- What you should do
Filter the entries down to the lines containing "Avenue", and copy those lines.

- Supplied material
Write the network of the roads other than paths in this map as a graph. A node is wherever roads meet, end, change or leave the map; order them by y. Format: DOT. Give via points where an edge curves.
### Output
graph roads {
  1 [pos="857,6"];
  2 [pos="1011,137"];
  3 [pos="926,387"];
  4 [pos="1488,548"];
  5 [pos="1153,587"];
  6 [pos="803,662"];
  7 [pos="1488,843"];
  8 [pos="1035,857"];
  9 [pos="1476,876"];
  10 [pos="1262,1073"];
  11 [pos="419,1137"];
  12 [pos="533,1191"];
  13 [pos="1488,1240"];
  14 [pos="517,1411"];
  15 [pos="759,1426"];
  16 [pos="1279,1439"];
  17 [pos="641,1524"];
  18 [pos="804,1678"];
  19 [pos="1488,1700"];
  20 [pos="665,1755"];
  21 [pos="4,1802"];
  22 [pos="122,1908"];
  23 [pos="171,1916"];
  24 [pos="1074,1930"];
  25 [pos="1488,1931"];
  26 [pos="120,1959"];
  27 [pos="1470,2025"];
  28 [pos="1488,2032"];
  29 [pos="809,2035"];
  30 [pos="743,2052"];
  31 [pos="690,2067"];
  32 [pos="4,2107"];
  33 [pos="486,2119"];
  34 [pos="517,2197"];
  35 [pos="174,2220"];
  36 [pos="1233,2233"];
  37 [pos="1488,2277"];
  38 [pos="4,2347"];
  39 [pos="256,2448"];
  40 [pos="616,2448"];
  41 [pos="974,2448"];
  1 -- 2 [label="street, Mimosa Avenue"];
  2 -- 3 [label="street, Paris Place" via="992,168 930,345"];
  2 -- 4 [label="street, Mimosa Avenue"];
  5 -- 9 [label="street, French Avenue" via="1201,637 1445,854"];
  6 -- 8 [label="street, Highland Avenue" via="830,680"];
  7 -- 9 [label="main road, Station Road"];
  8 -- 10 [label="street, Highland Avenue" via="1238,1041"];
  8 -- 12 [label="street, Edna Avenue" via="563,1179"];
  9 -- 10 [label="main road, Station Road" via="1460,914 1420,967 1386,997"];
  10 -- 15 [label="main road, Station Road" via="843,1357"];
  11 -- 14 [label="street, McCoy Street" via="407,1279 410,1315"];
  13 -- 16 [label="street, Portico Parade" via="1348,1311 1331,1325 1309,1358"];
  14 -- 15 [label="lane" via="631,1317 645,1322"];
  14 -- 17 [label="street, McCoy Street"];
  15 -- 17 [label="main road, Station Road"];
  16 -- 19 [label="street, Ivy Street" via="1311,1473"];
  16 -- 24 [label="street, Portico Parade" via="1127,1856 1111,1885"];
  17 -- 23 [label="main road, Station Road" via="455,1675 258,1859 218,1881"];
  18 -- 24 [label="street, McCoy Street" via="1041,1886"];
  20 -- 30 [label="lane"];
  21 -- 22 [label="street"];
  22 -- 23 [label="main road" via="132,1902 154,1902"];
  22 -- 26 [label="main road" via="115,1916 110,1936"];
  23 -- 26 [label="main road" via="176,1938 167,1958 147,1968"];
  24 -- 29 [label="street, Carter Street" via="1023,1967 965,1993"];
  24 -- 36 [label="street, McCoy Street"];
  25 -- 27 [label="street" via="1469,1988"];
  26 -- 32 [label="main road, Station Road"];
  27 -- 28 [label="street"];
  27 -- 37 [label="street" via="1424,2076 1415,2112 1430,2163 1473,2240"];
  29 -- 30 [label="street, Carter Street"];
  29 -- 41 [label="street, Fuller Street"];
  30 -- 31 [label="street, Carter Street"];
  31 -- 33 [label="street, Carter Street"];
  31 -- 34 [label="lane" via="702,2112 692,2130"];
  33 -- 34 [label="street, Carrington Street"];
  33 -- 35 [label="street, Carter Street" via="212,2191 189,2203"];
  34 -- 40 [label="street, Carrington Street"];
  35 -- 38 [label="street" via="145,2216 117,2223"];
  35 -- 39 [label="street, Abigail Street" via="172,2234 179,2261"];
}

- Finished exercise
  1 -- 2 [label="street, Mimosa Avenue"];
  2 -- 4 [label="street, Mimosa Avenue"];
  5 -- 9 [label="street, French Avenue" via="1201,637 1445,854"];
  6 -- 8 [label="street, Highland Avenue" via="830,680"];
  8 -- 10 [label="street, Highland Avenue" via="1238,1041"];
  8 -- 12 [label="street, Edna Avenue" via="563,1179"];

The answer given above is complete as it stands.